MATERIAL PROVIDED below:
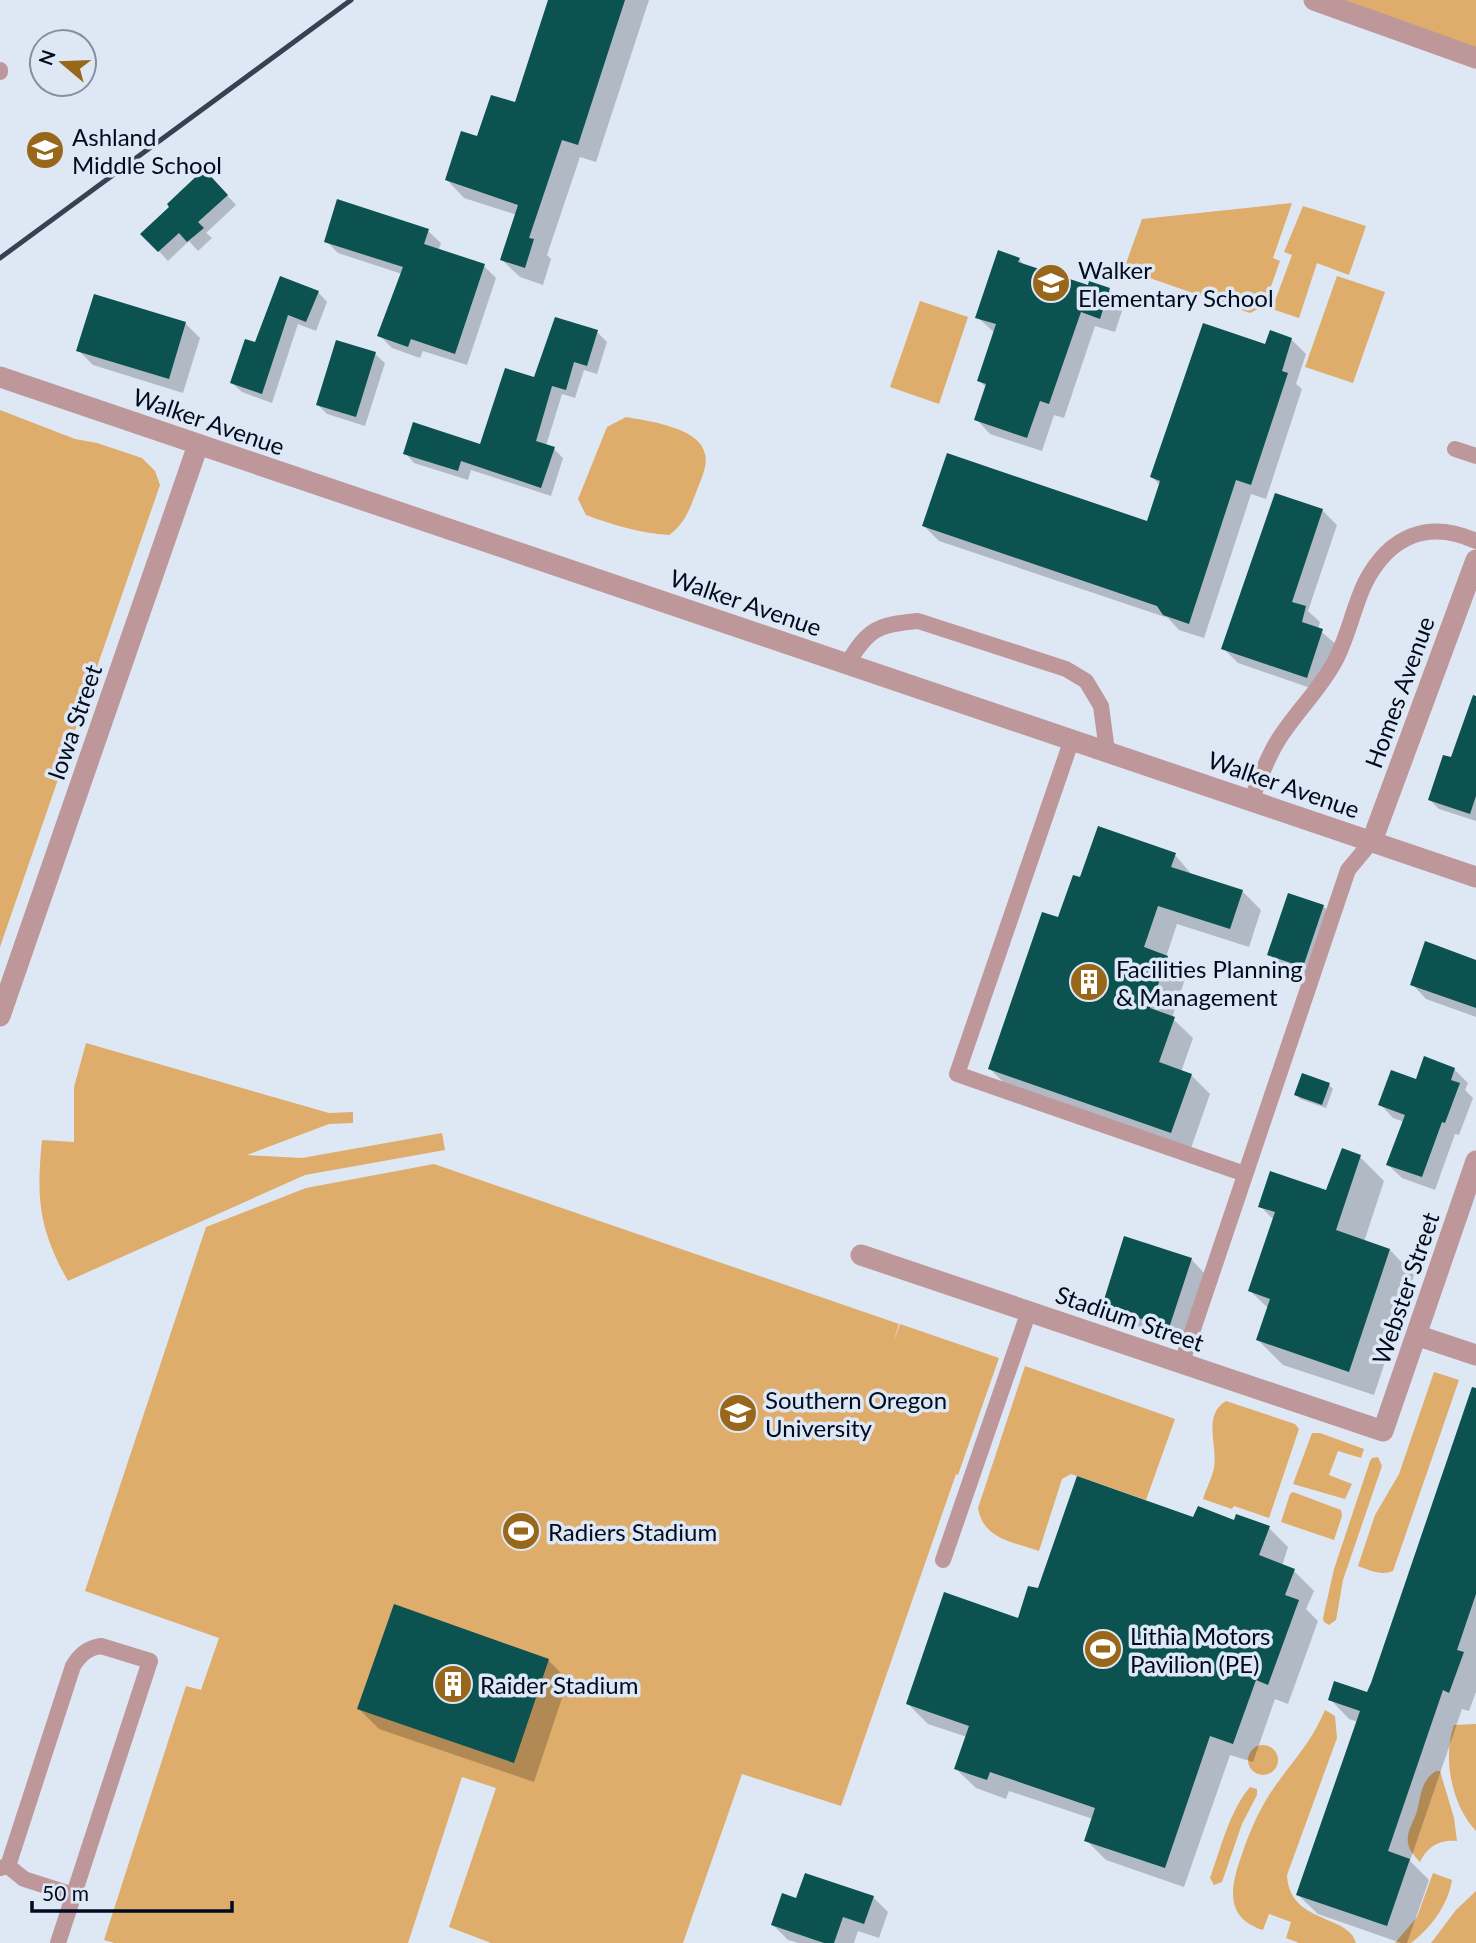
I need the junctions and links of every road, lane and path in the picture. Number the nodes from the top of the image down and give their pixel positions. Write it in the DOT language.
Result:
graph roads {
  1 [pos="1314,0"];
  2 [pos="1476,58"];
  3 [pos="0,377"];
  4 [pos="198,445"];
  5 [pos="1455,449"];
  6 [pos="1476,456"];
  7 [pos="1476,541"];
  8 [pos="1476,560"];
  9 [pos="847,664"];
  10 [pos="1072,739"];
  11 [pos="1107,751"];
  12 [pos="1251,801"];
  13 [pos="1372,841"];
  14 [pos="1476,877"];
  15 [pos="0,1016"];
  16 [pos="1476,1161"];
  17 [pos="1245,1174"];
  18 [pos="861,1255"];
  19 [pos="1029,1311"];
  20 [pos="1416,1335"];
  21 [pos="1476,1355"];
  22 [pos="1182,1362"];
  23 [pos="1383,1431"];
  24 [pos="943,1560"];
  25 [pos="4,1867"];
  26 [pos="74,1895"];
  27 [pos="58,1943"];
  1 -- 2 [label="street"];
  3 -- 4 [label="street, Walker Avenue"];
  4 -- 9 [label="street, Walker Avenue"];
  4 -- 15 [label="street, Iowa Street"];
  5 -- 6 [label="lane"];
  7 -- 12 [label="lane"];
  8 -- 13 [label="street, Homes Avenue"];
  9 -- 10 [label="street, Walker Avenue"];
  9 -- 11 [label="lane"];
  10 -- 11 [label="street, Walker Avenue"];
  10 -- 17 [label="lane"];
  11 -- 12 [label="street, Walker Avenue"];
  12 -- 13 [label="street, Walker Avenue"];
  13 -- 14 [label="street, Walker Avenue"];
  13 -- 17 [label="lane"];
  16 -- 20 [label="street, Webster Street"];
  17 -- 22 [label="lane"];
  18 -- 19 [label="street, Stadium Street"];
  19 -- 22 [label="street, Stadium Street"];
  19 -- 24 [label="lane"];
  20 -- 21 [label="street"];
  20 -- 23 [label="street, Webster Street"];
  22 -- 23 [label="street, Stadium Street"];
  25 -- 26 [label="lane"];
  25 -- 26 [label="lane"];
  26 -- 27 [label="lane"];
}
End of MATERIAL PROVIDED.
▶ [WORK INSTRUCTION] Your answer should be every entry repeated exactly, minus the pictures.

▶ [RESPONSE TO THIS EXERCISE]
I need the junctions and links of every road, lane and path in the picture. Number the nodes from the top of the image down and give their pixel positions. Write it in the DOT language.
Result:
graph roads {
  1 [pos="1314,0"];
  2 [pos="1476,58"];
  3 [pos="0,377"];
  4 [pos="198,445"];
  5 [pos="1455,449"];
  6 [pos="1476,456"];
  7 [pos="1476,541"];
  8 [pos="1476,560"];
  9 [pos="847,664"];
  10 [pos="1072,739"];
  11 [pos="1107,751"];
  12 [pos="1251,801"];
  13 [pos="1372,841"];
  14 [pos="1476,877"];
  15 [pos="0,1016"];
  16 [pos="1476,1161"];
  17 [pos="1245,1174"];
  18 [pos="861,1255"];
  19 [pos="1029,1311"];
  20 [pos="1416,1335"];
  21 [pos="1476,1355"];
  22 [pos="1182,1362"];
  23 [pos="1383,1431"];
  24 [pos="943,1560"];
  25 [pos="4,1867"];
  26 [pos="74,1895"];
  27 [pos="58,1943"];
  1 -- 2 [label="street"];
  3 -- 4 [label="street, Walker Avenue"];
  4 -- 9 [label="street, Walker Avenue"];
  4 -- 15 [label="street, Iowa Street"];
  5 -- 6 [label="lane"];
  7 -- 12 [label="lane"];
  8 -- 13 [label="street, Homes Avenue"];
  9 -- 10 [label="street, Walker Avenue"];
  9 -- 11 [label="lane"];
  10 -- 11 [label="street, Walker Avenue"];
  10 -- 17 [label="lane"];
  11 -- 12 [label="street, Walker Avenue"];
  12 -- 13 [label="street, Walker Avenue"];
  13 -- 14 [label="street, Walker Avenue"];
  13 -- 17 [label="lane"];
  16 -- 20 [label="street, Webster Street"];
  17 -- 22 [label="lane"];
  18 -- 19 [label="street, Stadium Street"];
  19 -- 22 [label="street, Stadium Street"];
  19 -- 24 [label="lane"];
  20 -- 21 [label="street"];
  20 -- 23 [label="street, Webster Street"];
  22 -- 23 [label="street, Stadium Street"];
  25 -- 26 [label="lane"];
  25 -- 26 [label="lane"];
  26 -- 27 [label="lane"];
}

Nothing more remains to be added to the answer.